- **Information given**
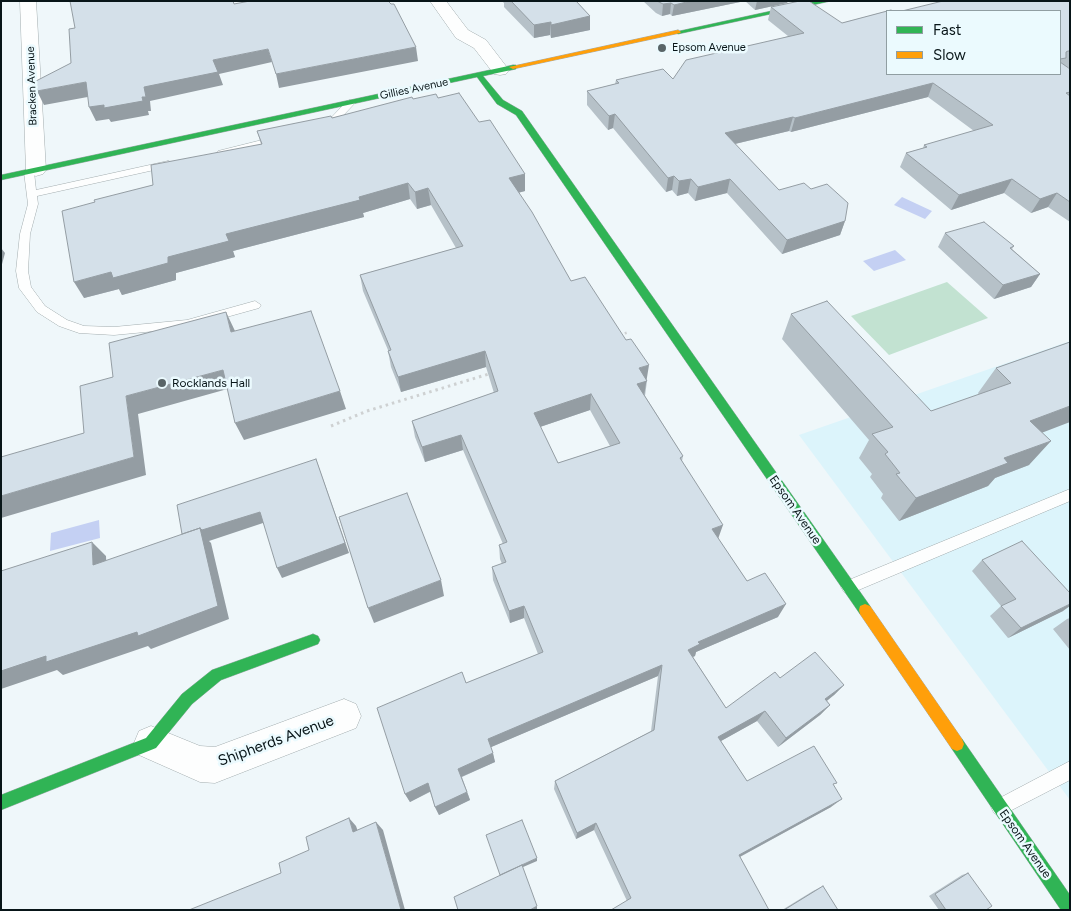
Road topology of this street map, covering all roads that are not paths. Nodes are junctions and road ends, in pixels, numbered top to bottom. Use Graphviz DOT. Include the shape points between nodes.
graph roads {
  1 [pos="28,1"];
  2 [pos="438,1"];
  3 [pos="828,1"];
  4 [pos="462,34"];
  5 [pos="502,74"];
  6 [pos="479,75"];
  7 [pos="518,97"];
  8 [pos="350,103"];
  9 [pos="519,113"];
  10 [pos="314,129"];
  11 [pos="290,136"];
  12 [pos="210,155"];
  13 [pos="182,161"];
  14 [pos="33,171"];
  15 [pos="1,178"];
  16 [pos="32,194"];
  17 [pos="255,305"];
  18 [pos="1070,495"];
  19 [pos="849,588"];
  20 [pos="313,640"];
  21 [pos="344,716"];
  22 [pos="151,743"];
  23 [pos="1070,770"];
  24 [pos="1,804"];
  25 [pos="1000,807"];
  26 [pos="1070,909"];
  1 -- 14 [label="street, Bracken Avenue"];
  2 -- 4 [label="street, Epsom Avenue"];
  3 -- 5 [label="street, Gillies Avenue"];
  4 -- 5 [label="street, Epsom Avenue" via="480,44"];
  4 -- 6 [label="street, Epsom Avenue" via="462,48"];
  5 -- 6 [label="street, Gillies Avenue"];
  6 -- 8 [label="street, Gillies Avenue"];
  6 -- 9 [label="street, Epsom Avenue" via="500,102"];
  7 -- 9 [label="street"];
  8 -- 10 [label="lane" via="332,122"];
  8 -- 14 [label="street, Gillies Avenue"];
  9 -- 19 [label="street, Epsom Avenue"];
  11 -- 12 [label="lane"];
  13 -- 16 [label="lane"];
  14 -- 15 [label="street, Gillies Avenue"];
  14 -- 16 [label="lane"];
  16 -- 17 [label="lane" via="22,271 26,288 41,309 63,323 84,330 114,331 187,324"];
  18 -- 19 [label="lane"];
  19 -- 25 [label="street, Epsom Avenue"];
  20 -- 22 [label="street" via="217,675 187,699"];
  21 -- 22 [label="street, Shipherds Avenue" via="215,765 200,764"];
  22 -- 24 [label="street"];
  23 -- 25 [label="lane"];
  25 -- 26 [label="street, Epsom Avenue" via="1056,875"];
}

- **Description of the task**
Reprint the listing above exactly, without images.

- **Answer section**
Road topology of this street map, covering all roads that are not paths. Nodes are junctions and road ends, in pixels, numbered top to bottom. Use Graphviz DOT. Include the shape points between nodes.
graph roads {
  1 [pos="28,1"];
  2 [pos="438,1"];
  3 [pos="828,1"];
  4 [pos="462,34"];
  5 [pos="502,74"];
  6 [pos="479,75"];
  7 [pos="518,97"];
  8 [pos="350,103"];
  9 [pos="519,113"];
  10 [pos="314,129"];
  11 [pos="290,136"];
  12 [pos="210,155"];
  13 [pos="182,161"];
  14 [pos="33,171"];
  15 [pos="1,178"];
  16 [pos="32,194"];
  17 [pos="255,305"];
  18 [pos="1070,495"];
  19 [pos="849,588"];
  20 [pos="313,640"];
  21 [pos="344,716"];
  22 [pos="151,743"];
  23 [pos="1070,770"];
  24 [pos="1,804"];
  25 [pos="1000,807"];
  26 [pos="1070,909"];
  1 -- 14 [label="street, Bracken Avenue"];
  2 -- 4 [label="street, Epsom Avenue"];
  3 -- 5 [label="street, Gillies Avenue"];
  4 -- 5 [label="street, Epsom Avenue" via="480,44"];
  4 -- 6 [label="street, Epsom Avenue" via="462,48"];
  5 -- 6 [label="street, Gillies Avenue"];
  6 -- 8 [label="street, Gillies Avenue"];
  6 -- 9 [label="street, Epsom Avenue" via="500,102"];
  7 -- 9 [label="street"];
  8 -- 10 [label="lane" via="332,122"];
  8 -- 14 [label="street, Gillies Avenue"];
  9 -- 19 [label="street, Epsom Avenue"];
  11 -- 12 [label="lane"];
  13 -- 16 [label="lane"];
  14 -- 15 [label="street, Gillies Avenue"];
  14 -- 16 [label="lane"];
  16 -- 17 [label="lane" via="22,271 26,288 41,309 63,323 84,330 114,331 187,324"];
  18 -- 19 [label="lane"];
  19 -- 25 [label="street, Epsom Avenue"];
  20 -- 22 [label="street" via="217,675 187,699"];
  21 -- 22 [label="street, Shipherds Avenue" via="215,765 200,764"];
  22 -- 24 [label="street"];
  23 -- 25 [label="lane"];
  25 -- 26 [label="street, Epsom Avenue" via="1056,875"];
}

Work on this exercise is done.